Machine learning enables precise prognostic prediction by interpreting complex patterns within high-dimensional data29. Traditional CHR model requires data to meet the proportional hazards assumption, but RSF model overcomes the limitations and has shown excellent prediction performance. Dong et al. find that RSF model showed excellent performance in predicting overall survival and stratification than the Cox regression model for patients after lung transplantation, but they only relied on clinical characteristics for modeling without considering other potential factors17. Nevertheless, the machine learning model have not yet been explored in LRRC patients receiving RISI treatment.

In this study, we first confirmed that the prognostic performance of multiscale radiomics based RSF model demonstrated better performance over the conventional CHR model based on the C-index, IBS, tAUC, calibration curve, and DCA curve in the training and internal validation in predicting LC and OS. Our study demonstrated that the RSF model can consistently provide more accurate progressive disease and survival predictions at specific time points, including 1 and 2 year, confirming its robust prognostic value and broadening its potential applications. This approach provides a more comprehensive perspective of tumor biology, thereby enhancing the prognostic predictive performance of the model. This performance is primarily attributable to the RSF model’s capability to capture complex nonlinear interactions between the selected predictors and outcomes consistent with its application in other heterogeneous tumors. In addition, the predictive value based on RSF could achieve accurate risk classification of LC and OS than CHR model for LRRC patients, which has important significance for determining the population with better efficacy.

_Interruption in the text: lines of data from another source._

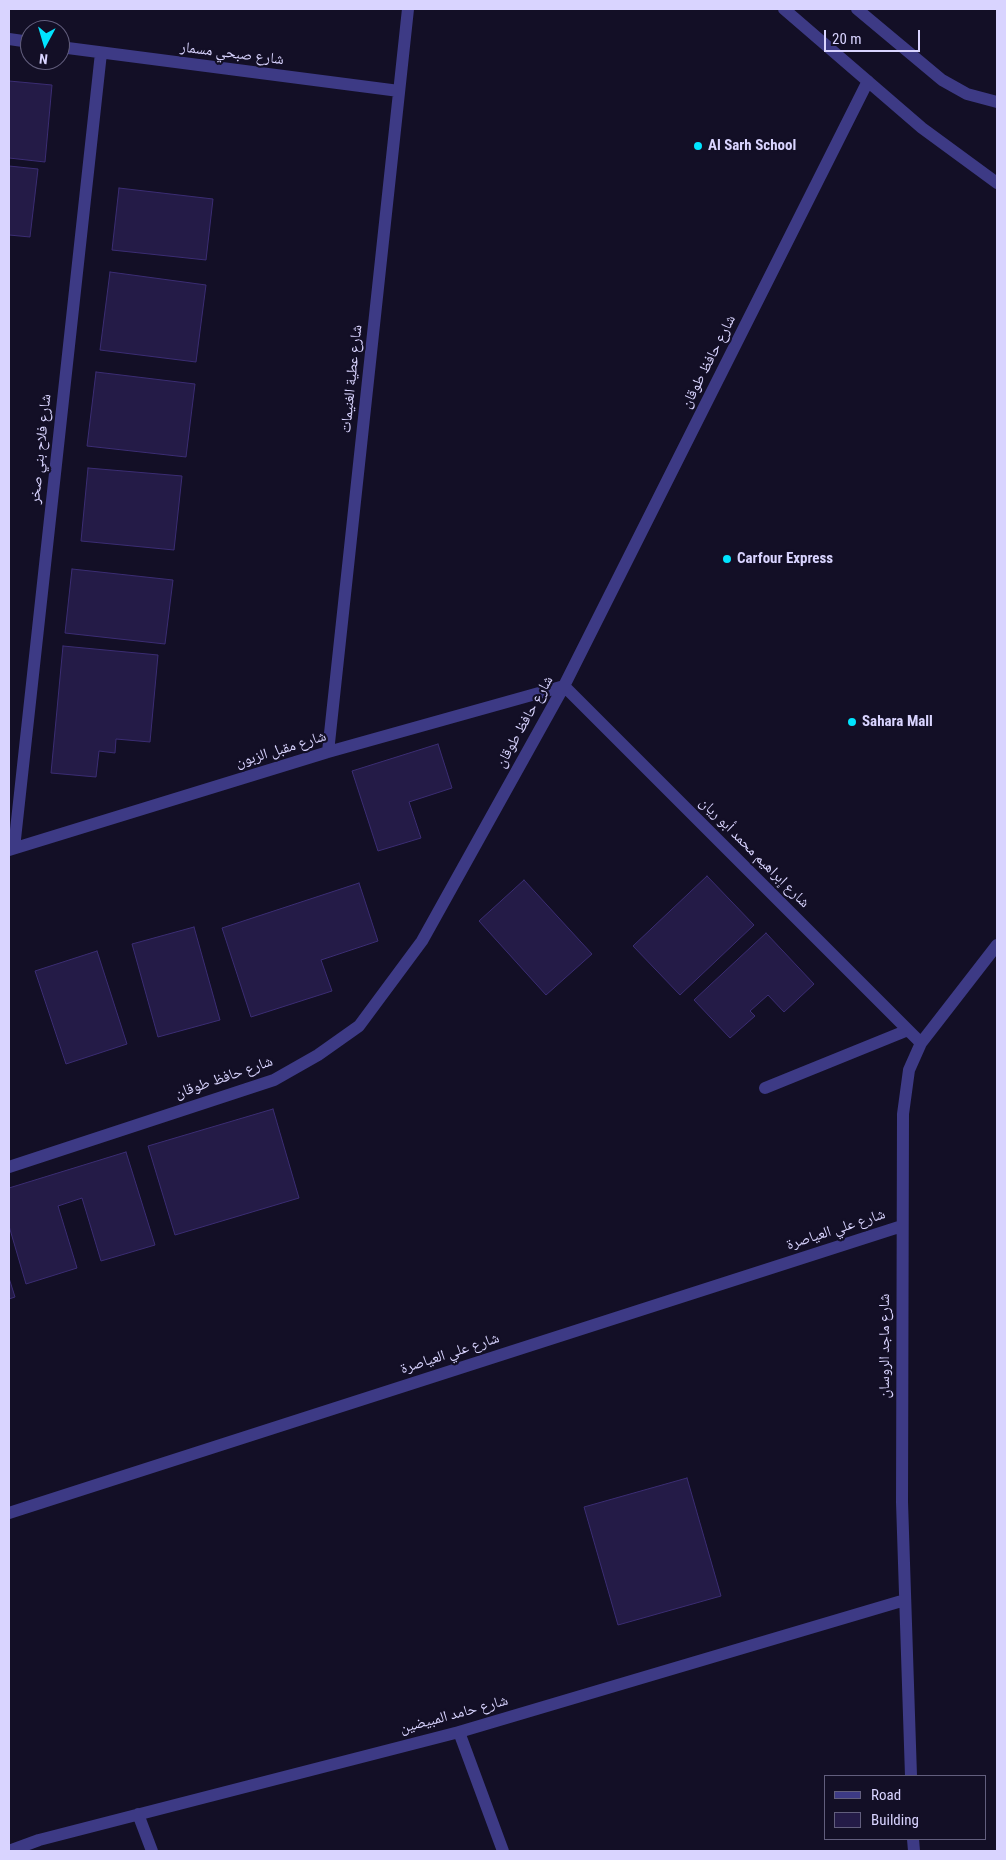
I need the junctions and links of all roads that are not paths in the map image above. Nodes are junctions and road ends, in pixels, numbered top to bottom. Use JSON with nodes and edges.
{"nodes":[{"id":1,"x":408,"y":9,"type":"edge"},
{"id":2,"x":784,"y":9,"type":"edge"},
{"id":3,"x":857,"y":9,"type":"edge"},
{"id":4,"x":70,"y":48,"type":"edge"},
{"id":5,"x":101,"y":53,"type":"junction"},
{"id":6,"x":868,"y":81,"type":"junction"},
{"id":7,"x":399,"y":91,"type":"junction"},
{"id":8,"x":997,"y":102,"type":"edge"},
{"id":9,"x":997,"y":183,"type":"edge"},
{"id":10,"x":564,"y":686,"type":"junction"},
{"id":11,"x":328,"y":752,"type":"junction"},
{"id":12,"x":11,"y":849,"type":"edge"},
{"id":13,"x":997,"y":945,"type":"edge"},
{"id":14,"x":908,"y":1030,"type":"junction"},
{"id":15,"x":921,"y":1043,"type":"junction"},
{"id":16,"x":765,"y":1088,"type":"dead end"},
{"id":17,"x":9,"y":1167,"type":"edge"},
{"id":18,"x":902,"y":1226,"type":"junction"},
{"id":19,"x":9,"y":1513,"type":"edge"},
{"id":20,"x":906,"y":1600,"type":"junction"},
{"id":21,"x":459,"y":1732,"type":"junction"},
{"id":22,"x":911,"y":1775,"type":"edge"},
{"id":23,"x":138,"y":1814,"type":"junction"},
{"id":24,"x":9,"y":1851,"type":"edge"},
{"id":25,"x":152,"y":1851,"type":"edge"},
{"id":26,"x":503,"y":1851,"type":"edge"}],
"edges":[{"from":1,"to":7,"type":"street","name":"شارع عطية الغنيمات"},
{"from":2,"to":6,"type":"street"},
{"from":3,"to":8,"type":"street"},
{"from":4,"to":5,"type":"street","name":"شارع صبحي مسمار"},
{"from":5,"to":7,"type":"street","name":"شارع صبحي مسمار"},
{"from":5,"to":12,"type":"street","name":"شارع فلاح بني صخر"},
{"from":6,"to":9,"type":"street"},
{"from":6,"to":10,"type":"street","name":"شارع حافظ طوقان"},
{"from":7,"to":11,"type":"street","name":"شارع عطية الغنيمات"},
{"from":10,"to":11,"type":"street","name":"شارع مقبل الزبون"},
{"from":10,"to":14,"type":"street","name":"شارع إبراهيم محمد أبو ريان"},
{"from":10,"to":17,"type":"street","name":"شارع حافظ طوقان"},
{"from":11,"to":12,"type":"street","name":"شارع مقبل الزبون"},
{"from":13,"to":15,"type":"street","name":"شارع ماجد الروسان"},
{"from":14,"to":15,"type":"street","name":"شارع إبراهيم محمد أبو ريان"},
{"from":14,"to":16,"type":"street"},
{"from":15,"to":18,"type":"street","name":"شارع ماجد الروسان"},
{"from":18,"to":19,"type":"street","name":"شارع علي العياصرة"},
{"from":18,"to":20,"type":"street","name":"شارع ماجد الروسان"},
{"from":20,"to":21,"type":"street","name":"شارع حامد المبيضين"},
{"from":20,"to":22,"type":"street","name":"شارع ماجد الروسان"},
{"from":21,"to":23,"type":"street","name":"شارع حامد المبيضين"},
{"from":21,"to":26,"type":"street"},
{"from":23,"to":24,"type":"street","name":"شارع حامد المبيضين"},
{"from":23,"to":25,"type":"street"}]}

There were some limitations merit consideration in this study. The development of our predictive model employed robust internal validation, but our study lacks external validation on independent cohorts. The main limitation lies in the fact that the limited datasets availability for LRRC patients receiving this specialized treatment and data-sharing restrictions in multicenter studies (only a few centers possessing adequate experience). More prospective and multicenter studies are needed to explore the relevant issues and mechanisms to further confirm the generalizability of our models. Second, the tumor delineation for the DL model was based on the largest 2D slice, which may not adequately represent the entire tumor’s spatial characteristics. Future investigations should prioritize 3D analysis to characterize full spatial tumor features. We also acknowledge this approach discards time-to-event information, potentially limiting predictive precision. we will explore alternatives that respect survival timing (e.g.: we can select the Cox partial log-likelihood as the loss function to train the LC and OS signatures building network in the large sample training cohort in the future). Finally, we will further explore potential dosiomics and MRI biomarkers with more prognostic information to further improve the prediction performance of LRRC patients suitable for RISI therapy.

Conclusions

In conclusion, this study investigated the prognosis predictive value of intratumoral, peritumoral and deep learning features for LC and OS prediction. The RSF model incorporating multiscale radscores and clinical features may outperform the traditional CHR model in LC and OS prediction and risk stratification. Despite some limitations, this study first introduces the RSF model integrating clinical variables, intra- and peri-tumoral radiomics to prognostic prediction of LRRC patients after RISI, and the proposed method may have significant potential for future applications in clinical practice.